With Libero Zuppiroli and the Optoelectronics of Molecular Materials Lab, EPFL
Visites guidées de l'exposition avec le Professeur Libero Zuppiroli et Daniel Schlapfer :
Jeudi 8 décembre 2011 à 17h
Mardi 20 décembre 2011 à 17h30
Vendredi 6 janvier 2012 à 17h
Daniel Schlaepfer has been collaborating for several years with Libero Zuppiroli, professor at EPFL and the author of two treatises on light and colour. Their mutual fascination for light and colour led Schlaepfer, an artist, and Zuppiroli, a scientist, to experiment in their own way with light in the hope of discovering its many subtleties. Their work has led them to realise that artificial light does not provide an adequate solution for those who wish for more poetic and playful lighting.
Goethe understood that the eye is an organ built by solar light and for light.

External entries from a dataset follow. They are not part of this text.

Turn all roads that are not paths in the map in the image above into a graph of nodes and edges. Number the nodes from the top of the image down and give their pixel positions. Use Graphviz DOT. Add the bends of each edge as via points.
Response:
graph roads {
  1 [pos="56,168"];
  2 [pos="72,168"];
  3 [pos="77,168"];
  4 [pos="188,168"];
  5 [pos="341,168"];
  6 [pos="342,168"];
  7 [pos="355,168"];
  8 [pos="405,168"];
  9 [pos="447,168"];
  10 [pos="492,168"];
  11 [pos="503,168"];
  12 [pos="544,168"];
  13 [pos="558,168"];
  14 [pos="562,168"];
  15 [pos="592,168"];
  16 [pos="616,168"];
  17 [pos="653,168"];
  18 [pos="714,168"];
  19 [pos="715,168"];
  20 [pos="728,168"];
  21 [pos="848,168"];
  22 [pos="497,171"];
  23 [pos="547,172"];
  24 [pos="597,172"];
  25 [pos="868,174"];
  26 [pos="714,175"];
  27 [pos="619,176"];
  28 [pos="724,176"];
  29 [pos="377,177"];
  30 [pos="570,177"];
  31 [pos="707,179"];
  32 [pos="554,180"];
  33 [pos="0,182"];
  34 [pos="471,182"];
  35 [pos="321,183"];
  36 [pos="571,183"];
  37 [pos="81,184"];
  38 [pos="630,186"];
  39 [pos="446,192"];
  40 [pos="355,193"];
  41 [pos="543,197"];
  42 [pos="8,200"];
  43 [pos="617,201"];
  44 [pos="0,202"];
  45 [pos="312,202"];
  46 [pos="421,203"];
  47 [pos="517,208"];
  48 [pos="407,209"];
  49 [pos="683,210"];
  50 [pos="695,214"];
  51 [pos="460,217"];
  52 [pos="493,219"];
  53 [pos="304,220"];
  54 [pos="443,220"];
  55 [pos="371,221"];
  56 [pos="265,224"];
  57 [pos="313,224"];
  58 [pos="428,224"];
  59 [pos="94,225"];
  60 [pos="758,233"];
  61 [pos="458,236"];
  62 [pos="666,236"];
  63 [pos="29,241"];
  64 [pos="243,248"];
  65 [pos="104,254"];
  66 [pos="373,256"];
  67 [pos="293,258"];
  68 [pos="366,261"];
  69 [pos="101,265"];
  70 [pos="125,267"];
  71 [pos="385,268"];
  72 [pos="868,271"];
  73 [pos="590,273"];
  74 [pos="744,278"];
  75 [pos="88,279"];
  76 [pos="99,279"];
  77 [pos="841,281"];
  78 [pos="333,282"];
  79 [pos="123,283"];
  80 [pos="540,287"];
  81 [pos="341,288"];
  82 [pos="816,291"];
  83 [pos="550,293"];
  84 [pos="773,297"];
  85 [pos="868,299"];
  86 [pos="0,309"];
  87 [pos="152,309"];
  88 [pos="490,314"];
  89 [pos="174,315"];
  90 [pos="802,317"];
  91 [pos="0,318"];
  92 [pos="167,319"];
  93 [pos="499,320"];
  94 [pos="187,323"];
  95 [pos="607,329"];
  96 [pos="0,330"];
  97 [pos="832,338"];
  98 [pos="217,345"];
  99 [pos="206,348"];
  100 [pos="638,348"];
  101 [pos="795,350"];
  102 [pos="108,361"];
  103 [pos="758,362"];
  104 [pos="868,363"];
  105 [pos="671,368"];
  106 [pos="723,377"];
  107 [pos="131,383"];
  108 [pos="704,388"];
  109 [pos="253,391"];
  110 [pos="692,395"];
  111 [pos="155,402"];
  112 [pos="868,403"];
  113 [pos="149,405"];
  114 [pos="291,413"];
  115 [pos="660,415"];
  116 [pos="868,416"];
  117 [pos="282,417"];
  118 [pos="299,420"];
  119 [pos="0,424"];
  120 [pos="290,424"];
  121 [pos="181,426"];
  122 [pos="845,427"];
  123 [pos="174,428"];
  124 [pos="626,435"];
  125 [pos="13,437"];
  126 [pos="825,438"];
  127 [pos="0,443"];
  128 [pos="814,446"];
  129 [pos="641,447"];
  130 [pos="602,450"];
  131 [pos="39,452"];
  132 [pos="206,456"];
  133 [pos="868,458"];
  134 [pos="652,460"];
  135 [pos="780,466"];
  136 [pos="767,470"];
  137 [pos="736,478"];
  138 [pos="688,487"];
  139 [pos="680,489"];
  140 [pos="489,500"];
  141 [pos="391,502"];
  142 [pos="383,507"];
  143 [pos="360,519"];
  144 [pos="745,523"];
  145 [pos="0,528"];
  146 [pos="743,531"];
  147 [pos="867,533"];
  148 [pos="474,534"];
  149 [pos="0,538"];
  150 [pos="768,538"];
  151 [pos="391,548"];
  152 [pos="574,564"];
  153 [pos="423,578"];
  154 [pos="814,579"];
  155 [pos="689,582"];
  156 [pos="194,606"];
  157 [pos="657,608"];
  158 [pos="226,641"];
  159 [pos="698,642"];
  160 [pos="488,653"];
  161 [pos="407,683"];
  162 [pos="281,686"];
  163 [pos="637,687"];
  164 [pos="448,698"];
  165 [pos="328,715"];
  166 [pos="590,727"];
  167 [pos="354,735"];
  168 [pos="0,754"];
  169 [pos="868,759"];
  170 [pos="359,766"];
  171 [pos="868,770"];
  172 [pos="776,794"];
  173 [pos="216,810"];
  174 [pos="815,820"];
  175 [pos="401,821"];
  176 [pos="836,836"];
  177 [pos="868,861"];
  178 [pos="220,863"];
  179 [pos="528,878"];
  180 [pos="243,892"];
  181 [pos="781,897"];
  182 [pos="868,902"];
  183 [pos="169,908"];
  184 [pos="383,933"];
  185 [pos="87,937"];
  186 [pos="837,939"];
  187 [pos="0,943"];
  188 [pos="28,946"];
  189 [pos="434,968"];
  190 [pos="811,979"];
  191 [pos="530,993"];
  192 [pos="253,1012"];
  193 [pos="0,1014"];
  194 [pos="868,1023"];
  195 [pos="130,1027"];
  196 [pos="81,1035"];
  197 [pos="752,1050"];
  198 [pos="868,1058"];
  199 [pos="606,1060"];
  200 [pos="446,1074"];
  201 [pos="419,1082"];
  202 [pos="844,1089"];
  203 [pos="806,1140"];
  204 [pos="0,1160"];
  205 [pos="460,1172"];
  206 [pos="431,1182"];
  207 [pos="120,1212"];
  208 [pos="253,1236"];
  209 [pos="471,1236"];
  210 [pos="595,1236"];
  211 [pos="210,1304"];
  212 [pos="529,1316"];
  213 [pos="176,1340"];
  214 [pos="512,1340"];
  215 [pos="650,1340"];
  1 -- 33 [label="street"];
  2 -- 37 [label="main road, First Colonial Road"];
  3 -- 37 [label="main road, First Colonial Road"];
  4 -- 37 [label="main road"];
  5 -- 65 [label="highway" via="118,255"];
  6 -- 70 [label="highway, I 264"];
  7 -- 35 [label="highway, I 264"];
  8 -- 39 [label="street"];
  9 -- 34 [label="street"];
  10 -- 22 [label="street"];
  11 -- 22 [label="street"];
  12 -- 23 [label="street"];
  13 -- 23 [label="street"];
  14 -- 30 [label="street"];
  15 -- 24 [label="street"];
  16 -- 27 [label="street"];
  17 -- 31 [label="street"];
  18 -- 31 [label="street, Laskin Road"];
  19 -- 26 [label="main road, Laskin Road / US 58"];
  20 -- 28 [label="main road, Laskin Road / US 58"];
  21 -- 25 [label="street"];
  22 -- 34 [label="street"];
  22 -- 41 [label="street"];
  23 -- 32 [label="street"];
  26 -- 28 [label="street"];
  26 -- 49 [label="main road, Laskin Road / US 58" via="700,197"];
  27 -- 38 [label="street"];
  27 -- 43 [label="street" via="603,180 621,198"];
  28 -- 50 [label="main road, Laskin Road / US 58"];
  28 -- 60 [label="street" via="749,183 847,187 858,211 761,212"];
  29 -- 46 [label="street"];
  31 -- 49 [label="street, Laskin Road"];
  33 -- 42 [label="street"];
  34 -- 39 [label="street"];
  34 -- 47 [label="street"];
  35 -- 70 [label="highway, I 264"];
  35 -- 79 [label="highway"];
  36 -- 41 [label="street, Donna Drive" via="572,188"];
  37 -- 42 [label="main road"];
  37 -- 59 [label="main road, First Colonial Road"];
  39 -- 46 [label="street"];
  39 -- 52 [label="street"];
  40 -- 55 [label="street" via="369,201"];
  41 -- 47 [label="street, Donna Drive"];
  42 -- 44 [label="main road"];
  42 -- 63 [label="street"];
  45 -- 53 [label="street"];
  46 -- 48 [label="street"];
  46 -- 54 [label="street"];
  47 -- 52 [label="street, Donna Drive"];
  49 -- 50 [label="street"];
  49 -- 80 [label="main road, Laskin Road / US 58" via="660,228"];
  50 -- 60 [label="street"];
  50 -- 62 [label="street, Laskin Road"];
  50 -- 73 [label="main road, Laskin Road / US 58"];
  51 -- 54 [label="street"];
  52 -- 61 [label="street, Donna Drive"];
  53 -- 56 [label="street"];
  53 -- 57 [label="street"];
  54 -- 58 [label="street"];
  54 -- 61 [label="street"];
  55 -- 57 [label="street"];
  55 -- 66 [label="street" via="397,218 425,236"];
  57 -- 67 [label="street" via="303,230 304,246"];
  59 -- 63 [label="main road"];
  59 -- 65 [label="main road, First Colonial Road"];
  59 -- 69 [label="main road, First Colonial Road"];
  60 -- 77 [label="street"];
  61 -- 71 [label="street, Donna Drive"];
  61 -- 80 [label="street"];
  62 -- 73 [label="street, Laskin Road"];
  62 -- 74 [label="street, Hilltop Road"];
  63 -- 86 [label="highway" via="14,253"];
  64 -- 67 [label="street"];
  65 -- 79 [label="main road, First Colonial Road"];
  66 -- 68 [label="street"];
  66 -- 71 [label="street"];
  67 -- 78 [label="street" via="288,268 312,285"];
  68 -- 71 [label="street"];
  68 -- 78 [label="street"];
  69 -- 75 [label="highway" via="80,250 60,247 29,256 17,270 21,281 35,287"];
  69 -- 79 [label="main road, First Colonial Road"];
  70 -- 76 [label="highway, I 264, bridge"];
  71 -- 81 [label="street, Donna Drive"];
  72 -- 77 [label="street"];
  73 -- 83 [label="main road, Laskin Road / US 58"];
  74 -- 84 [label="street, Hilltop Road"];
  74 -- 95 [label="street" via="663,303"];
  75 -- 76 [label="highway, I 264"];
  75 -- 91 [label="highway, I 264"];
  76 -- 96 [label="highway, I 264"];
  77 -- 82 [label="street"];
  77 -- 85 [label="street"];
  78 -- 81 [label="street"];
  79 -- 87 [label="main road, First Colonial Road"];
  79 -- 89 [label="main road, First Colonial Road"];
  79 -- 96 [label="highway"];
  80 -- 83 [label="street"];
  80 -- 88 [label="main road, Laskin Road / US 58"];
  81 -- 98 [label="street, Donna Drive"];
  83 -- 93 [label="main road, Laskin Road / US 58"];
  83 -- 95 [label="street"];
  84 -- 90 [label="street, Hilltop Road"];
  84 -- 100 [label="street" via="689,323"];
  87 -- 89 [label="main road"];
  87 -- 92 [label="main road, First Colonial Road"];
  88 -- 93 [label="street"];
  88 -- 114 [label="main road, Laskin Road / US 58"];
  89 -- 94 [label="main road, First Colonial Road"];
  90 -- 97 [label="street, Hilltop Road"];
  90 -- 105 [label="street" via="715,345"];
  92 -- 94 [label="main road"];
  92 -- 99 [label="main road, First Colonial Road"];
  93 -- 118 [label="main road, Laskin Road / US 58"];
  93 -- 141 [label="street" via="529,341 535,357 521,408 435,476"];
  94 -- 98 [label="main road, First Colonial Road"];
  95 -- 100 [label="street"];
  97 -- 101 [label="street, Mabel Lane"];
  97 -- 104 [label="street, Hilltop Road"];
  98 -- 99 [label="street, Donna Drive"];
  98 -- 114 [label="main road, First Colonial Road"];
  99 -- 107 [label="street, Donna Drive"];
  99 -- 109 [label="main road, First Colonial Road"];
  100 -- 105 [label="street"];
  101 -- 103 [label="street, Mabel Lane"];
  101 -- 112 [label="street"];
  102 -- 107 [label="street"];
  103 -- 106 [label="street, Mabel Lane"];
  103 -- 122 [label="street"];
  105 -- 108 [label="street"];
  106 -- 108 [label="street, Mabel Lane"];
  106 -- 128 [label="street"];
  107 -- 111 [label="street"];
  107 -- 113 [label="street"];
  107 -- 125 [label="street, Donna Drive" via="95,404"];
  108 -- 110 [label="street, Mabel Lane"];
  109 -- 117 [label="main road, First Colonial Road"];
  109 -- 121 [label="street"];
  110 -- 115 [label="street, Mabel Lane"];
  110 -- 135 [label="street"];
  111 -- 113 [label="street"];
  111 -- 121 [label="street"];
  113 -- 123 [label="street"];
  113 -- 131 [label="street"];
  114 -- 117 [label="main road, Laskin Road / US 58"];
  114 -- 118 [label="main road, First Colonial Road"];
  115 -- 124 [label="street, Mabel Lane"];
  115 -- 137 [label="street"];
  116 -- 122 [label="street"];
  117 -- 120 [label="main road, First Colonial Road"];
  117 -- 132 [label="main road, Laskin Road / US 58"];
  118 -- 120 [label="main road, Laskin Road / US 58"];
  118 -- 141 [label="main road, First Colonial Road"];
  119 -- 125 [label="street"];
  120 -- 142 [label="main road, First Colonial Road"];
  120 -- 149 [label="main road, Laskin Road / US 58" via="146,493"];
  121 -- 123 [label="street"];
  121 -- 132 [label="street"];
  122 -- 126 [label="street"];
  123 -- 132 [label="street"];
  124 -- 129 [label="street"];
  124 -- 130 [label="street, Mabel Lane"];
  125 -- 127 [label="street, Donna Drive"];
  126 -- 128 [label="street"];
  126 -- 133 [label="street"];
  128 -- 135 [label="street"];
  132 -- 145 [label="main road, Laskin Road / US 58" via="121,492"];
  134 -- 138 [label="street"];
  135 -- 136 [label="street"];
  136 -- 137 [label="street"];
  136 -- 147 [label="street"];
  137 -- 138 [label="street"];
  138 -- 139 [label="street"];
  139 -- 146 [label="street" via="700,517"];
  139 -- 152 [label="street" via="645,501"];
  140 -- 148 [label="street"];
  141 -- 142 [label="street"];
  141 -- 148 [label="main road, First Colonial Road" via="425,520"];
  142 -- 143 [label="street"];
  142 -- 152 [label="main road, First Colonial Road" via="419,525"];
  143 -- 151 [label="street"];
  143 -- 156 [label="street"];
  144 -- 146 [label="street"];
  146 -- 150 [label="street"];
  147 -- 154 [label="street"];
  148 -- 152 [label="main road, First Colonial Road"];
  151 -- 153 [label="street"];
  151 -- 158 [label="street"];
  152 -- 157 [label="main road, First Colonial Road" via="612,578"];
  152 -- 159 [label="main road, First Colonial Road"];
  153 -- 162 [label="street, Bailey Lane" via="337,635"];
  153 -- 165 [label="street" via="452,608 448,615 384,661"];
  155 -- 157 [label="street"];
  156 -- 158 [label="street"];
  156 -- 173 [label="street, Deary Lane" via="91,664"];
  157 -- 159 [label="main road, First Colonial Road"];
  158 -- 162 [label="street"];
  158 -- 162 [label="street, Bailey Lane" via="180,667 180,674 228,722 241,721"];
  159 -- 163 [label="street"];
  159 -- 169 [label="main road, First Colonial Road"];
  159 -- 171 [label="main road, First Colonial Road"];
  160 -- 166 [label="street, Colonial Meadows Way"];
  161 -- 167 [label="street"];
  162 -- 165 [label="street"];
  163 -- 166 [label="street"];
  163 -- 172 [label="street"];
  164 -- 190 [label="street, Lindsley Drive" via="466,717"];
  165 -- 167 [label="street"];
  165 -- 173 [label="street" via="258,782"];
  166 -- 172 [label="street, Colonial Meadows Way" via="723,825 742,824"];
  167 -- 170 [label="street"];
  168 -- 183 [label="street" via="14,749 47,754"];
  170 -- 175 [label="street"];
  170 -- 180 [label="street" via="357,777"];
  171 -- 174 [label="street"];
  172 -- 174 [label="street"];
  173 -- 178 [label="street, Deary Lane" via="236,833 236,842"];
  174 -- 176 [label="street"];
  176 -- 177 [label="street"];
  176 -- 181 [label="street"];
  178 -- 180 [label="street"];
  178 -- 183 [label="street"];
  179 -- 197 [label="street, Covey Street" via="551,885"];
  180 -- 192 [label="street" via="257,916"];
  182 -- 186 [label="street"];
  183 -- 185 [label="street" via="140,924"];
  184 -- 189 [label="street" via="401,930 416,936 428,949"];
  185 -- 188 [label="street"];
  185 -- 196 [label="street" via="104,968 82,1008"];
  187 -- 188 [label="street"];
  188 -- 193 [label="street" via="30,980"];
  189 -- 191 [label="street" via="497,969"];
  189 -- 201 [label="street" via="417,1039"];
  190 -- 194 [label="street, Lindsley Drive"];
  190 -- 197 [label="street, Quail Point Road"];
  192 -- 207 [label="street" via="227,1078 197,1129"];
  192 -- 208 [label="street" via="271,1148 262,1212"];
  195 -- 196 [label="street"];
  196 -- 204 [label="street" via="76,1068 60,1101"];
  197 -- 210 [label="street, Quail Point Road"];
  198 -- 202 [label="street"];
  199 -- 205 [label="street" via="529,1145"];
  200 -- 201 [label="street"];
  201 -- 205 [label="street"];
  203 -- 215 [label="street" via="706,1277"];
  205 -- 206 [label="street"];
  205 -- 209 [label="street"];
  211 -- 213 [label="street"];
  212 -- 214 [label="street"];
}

For millennia, men have adapted and become used to round, thermal light sources – like the sun, or fire, candles or incandescent lighting – which are smoother and soothing to the eye. The question of relaxing the eye is not one taken into account by new scientific developments.
For the exhibition Lumen & Lux at the Lucy Mackintosh Gallery, Daniel Schlaepfer deconstructs fluorescent lights in order to appropriate himself of them more easily. He finds inspiration in the great masters of light, such as James Turrell, miniaturising the installations in order to give more of a body to the light. Following on from the counsel of the physicist Richard Feynman, Daniel Schlaepfer creates light that is also brown, copper-green, or blue-grey, a whole palette of light-colours that do not exist in Newton’s spectrum. Reminding us of Delacroix or Monet, Schlaepfer is interested in the colour of shadows, which he reveals in an intimate and definitely surprising sequence.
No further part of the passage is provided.